Melalui MTM, Apoteker bekerja sama secara kolaboratif dengan dokter dan tenaga kesehatan lainnya untuk memastikan bahwa setiap obat yang digunakan benar-benar diperlukan, tepat indikasi, tepat dosis, serta aman bagi pasien. Apoteker melakukan drug therapy review, mengidentifikasi potensi masalah terkait obat seperti interaksi obat, duplikasi terapi, efek samping, hingga ketidakpatuhan pasien dalam penggunaan obat. Semua ini berkontribusi pada pencegahan drug-related problems (DRPs) yang dapat meningkatkan biaya pengobatan secara tidak langsung.
Praktik MTM juga mendorong penggunaan obat secara lebih rasional dan efisien. Sebagai contoh, pada pasien dengan penyakit kronis seperti diabetes, hipertensi, atau gagal ginjal—yang umumnya menerima banyak jenis obat—Apoteker dapat membantu menyusun regimen terapi yang lebih sederhana namun tetap efektif. Ini sangat penting dalam konteks BPJS Kesehatan yang menggunakan sistem pembayaran berbasis paket (INA-CBGs), di mana overutilisasi atau penggunaan obat yang tidak tepat langsung berdampak pada cost overrun di fasilitas kesehatan.
Tidak hanya itu, MTM juga menjadi alat edukasi bagi pasien. Apoteker berperan memberi konseling mengenai cara penggunaan obat yang benar, efek samping yang mungkin timbul, hingga pentingnya kepatuhan. Edukasi yang baik mendorong pasien untuk menggunakan obat secara benar, yang pada akhirnya menurunkan risiko kunjungan ulang, rawat inap, atau komplikasi akibat penggunaan obat yang tidak tepat. Semua hal ini berarti penghematan biaya, bukan hanya bagi BPJS Kesehatan, tetapi juga bagi pasien dan sistem kesehatan secara keseluruhan.
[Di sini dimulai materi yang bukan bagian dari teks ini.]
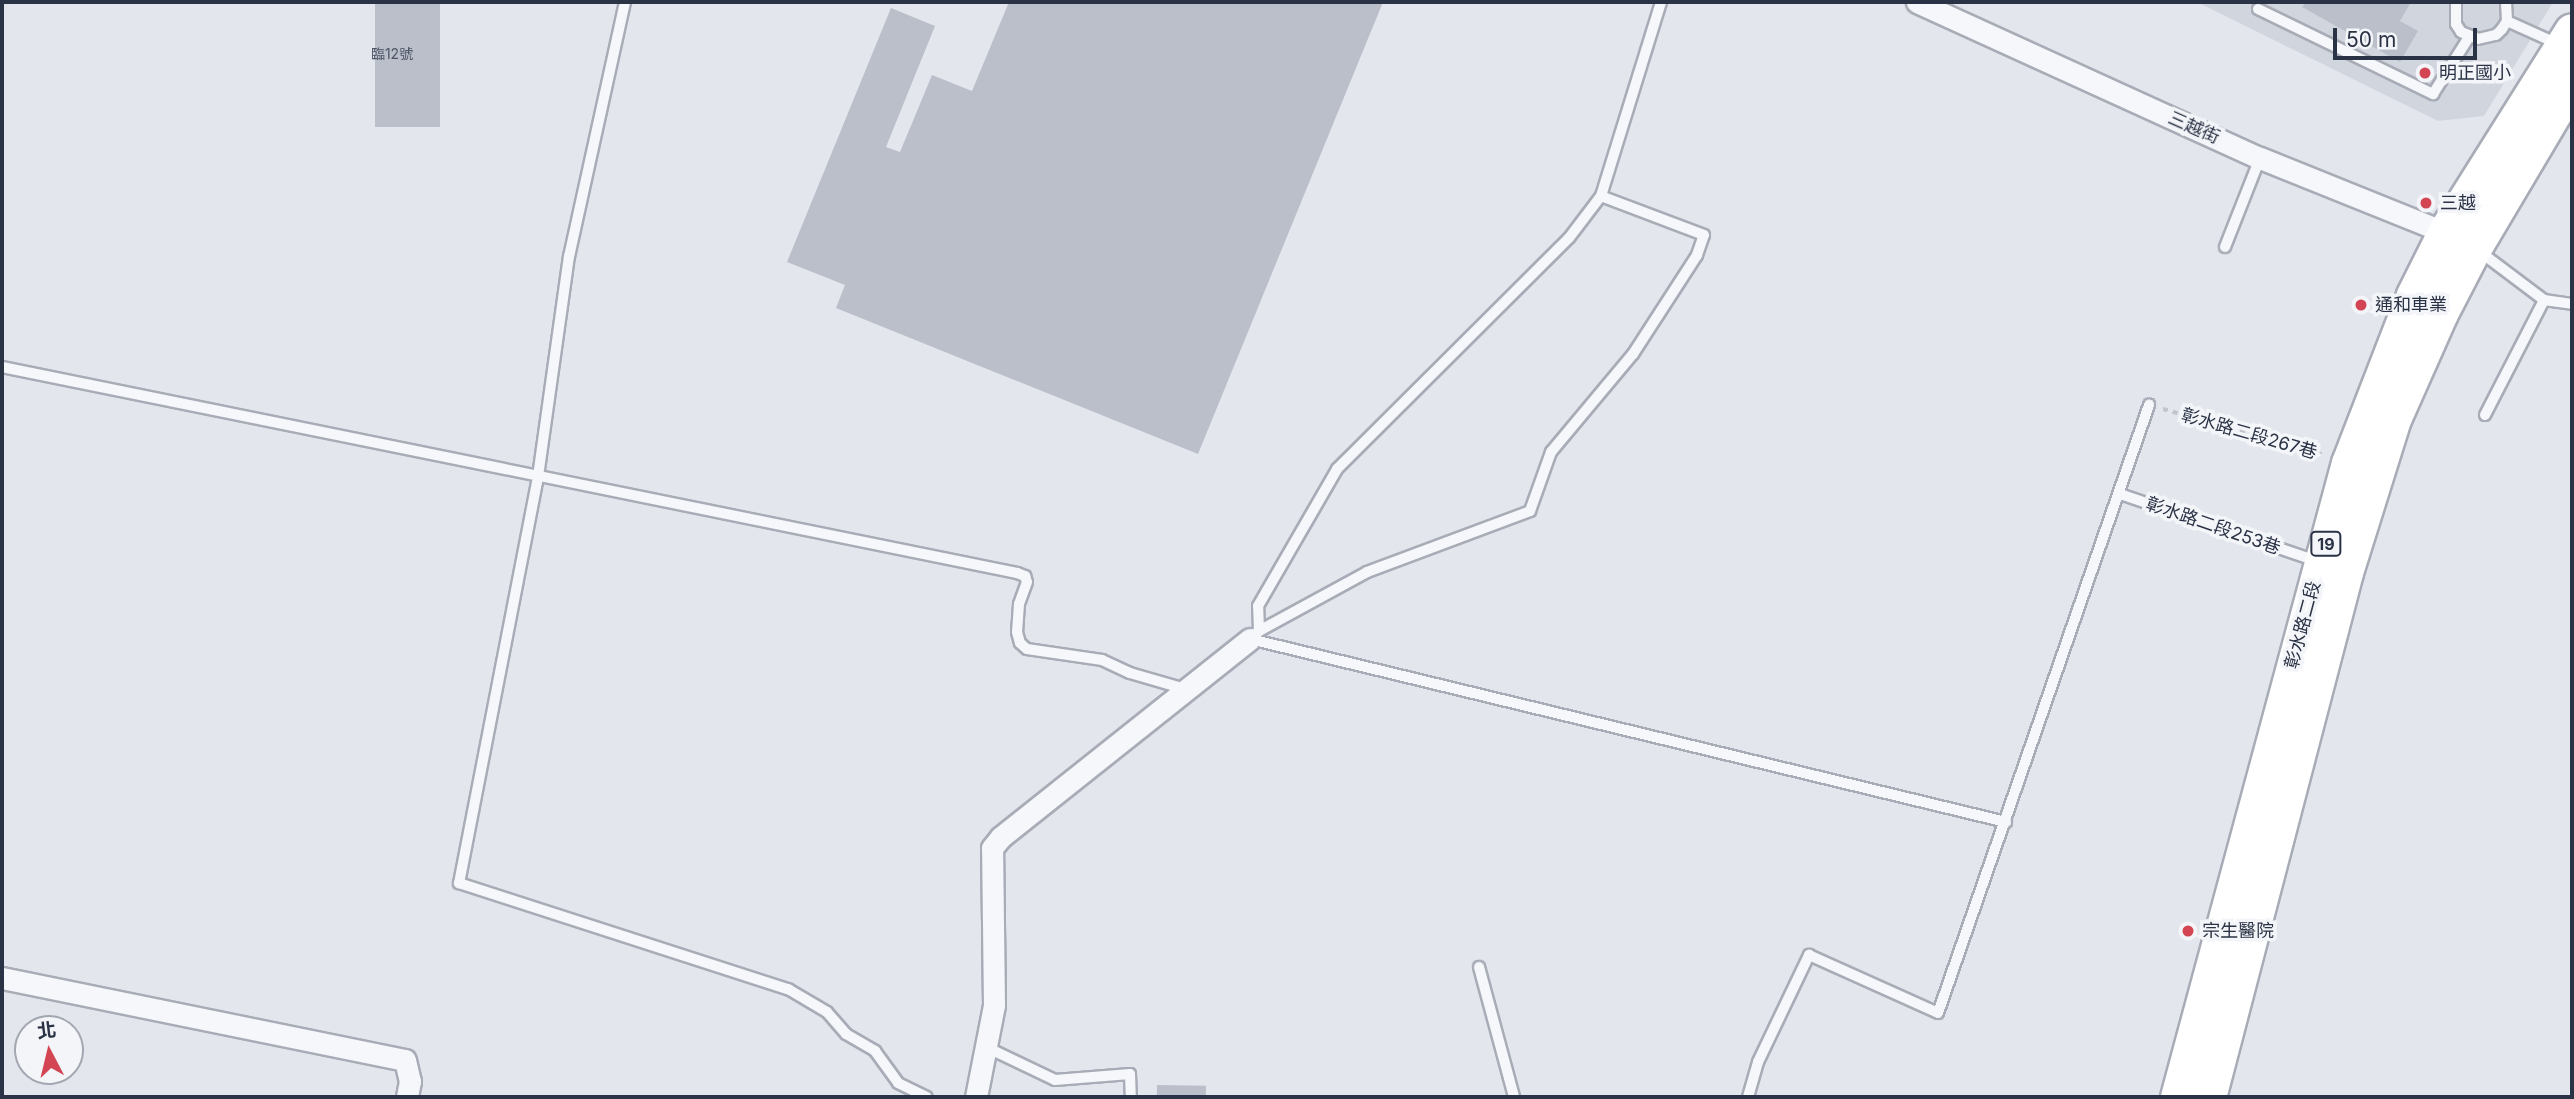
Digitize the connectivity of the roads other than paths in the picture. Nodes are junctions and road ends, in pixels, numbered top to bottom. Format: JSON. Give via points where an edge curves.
{"nodes":[{"id":1,"x":625,"y":2,"type":"edge"},
{"id":2,"x":1661,"y":2,"type":"edge"},
{"id":3,"x":1917,"y":2,"type":"edge"},
{"id":4,"x":2456,"y":2,"type":"edge"},
{"id":5,"x":2506,"y":2,"type":"edge"},
{"id":6,"x":2259,"y":9,"type":"dead end"},
{"id":7,"x":2507,"y":21,"type":"junction"},
{"id":8,"x":2469,"y":37,"type":"junction"},
{"id":9,"x":2569,"y":43,"type":"edge"},
{"id":10,"x":2572,"y":82,"type":"edge"},
{"id":11,"x":2260,"y":158,"type":"junction"},
{"id":12,"x":1601,"y":196,"type":"junction"},
{"id":13,"x":2460,"y":239,"type":"junction"},
{"id":14,"x":2225,"y":247,"type":"dead end"},
{"id":15,"x":2544,"y":300,"type":"junction"},
{"id":16,"x":2572,"y":304,"type":"edge"},
{"id":17,"x":2,"y":367,"type":"edge"},
{"id":18,"x":2149,"y":405,"type":"road end"},
{"id":19,"x":2485,"y":415,"type":"dead end"},
{"id":20,"x":538,"y":477,"type":"junction"},
{"id":21,"x":2120,"y":494,"type":"junction"},
{"id":22,"x":2333,"y":567,"type":"junction"},
{"id":23,"x":1254,"y":635,"type":"junction"},
{"id":24,"x":1185,"y":689,"type":"junction"},
{"id":25,"x":2006,"y":822,"type":"junction"},
{"id":26,"x":2239,"y":922,"type":"junction"},
{"id":27,"x":1479,"y":967,"type":"dead end"},
{"id":28,"x":2,"y":978,"type":"edge"},
{"id":29,"x":986,"y":1047,"type":"junction"},
{"id":30,"x":407,"y":1097,"type":"edge"},
{"id":31,"x":927,"y":1097,"type":"edge"},
{"id":32,"x":976,"y":1097,"type":"edge"},
{"id":33,"x":1131,"y":1097,"type":"edge"},
{"id":34,"x":1514,"y":1097,"type":"edge"},
{"id":35,"x":1748,"y":1097,"type":"edge"},
{"id":36,"x":2178,"y":1097,"type":"edge"},
{"id":37,"x":2208,"y":1097,"type":"edge"}],
"edges":[{"from":1,"to":20,"type":"lane","via":[[569,256]]},
{"from":2,"to":12,"type":"lane"},
{"from":3,"to":11,"type":"street","name":"三越街"},
{"from":4,"to":8,"type":"lane","via":[[2456,24]]},
{"from":5,"to":7,"type":"lane"},
{"from":6,"to":8,"type":"lane","via":[[2433,94]]},
{"from":7,"to":8,"type":"lane","via":[[2487,39]]},
{"from":7,"to":9,"type":"lane"},
{"from":9,"to":13,"type":"main road","name":"彰水路二段","number":"19"},
{"from":10,"to":13,"type":"main road","name":"彰水路二段","number":"19"},
{"from":11,"to":13,"type":"street","name":"三越街"},
{"from":11,"to":14,"type":"lane"},
{"from":12,"to":23,"type":"lane","via":[[1569,238],[1337,469],[1258,606]]},
{"from":12,"to":23,"type":"lane","via":[[1704,234],[1697,255],[1633,354],[1551,452],[1530,512],[1367,572]]},
{"from":13,"to":15,"type":"lane"},
{"from":13,"to":22,"type":"main road","name":"彰水路二段","number":"19","via":[[2440,313]]},
{"from":13,"to":22,"type":"main road","name":"彰水路二段","number":"19","via":[[2414,295],[2349,463]]},
{"from":15,"to":16,"type":"lane"},
{"from":15,"to":19,"type":"lane"},
{"from":17,"to":20,"type":"lane"},
{"from":18,"to":21,"type":"lane"},
{"from":20,"to":24,"type":"lane","via":[[1017,573],[1027,582],[1019,604],[1017,632],[1027,649],[1102,660]]},
{"from":20,"to":31,"type":"lane","via":[[459,883],[788,989],[827,1012],[846,1034],[875,1051],[898,1083]]},
{"from":21,"to":22,"type":"lane","name":"彰水路二段253巷"},
{"from":21,"to":25,"type":"lane"},
{"from":22,"to":26,"type":"main road","name":"彰水路二段","number":"19"},
{"from":23,"to":24,"type":"street"},
{"from":23,"to":25,"type":"lane"},
{"from":24,"to":29,"type":"street","via":[[992,848],[993,1005]]},
{"from":25,"to":35,"type":"lane","via":[[1938,1013],[1809,955],[1758,1062]]},
{"from":26,"to":36,"type":"main road","name":"彰水路二段","number":"19"},
{"from":26,"to":37,"type":"main road","name":"彰水路二段","number":"19"},
{"from":27,"to":34,"type":"lane"},
{"from":28,"to":30,"type":"street","via":[[405,1060],[410,1081]]},
{"from":29,"to":32,"type":"street"},
{"from":29,"to":33,"type":"lane","via":[[1055,1080],[1130,1074]]}]}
Sayangnya, praktik MTM ini belum sepenuhnya diintegrasikan dalam sistem layanan primer maupun rumah sakit di Indonesia. Masih banyak fasilitas kesehatan yang memandang pelayanan farmasi sebagai fungsi administratif belaka. Padahal, secara global, MTM telah menjadi standar pelayanan farmasi berbasis mutu dan efisiensi. Bahkan di negara-negara maju, peran Apoteker dalam MTM diakui sebagai faktor kunci dalam menurunkan beban pembiayaan sistem jaminan kesehatan nasional mereka.
Dengan memperkuat posisi Apoteker dalam tim kesehatan, dan menjadikan MTM sebagai bagian integral dari alur layanan pasien, kita bisa menekan angka pemborosan obat sekaligus meningkatkan mutu pelayanan yang diterima peserta JKN. Ini bukan utopia, melainkan keniscayaan yang bisa diwujudkan melalui reformasi kebijakan, pelatihan berkelanjutan, serta penguatan regulasi profesi.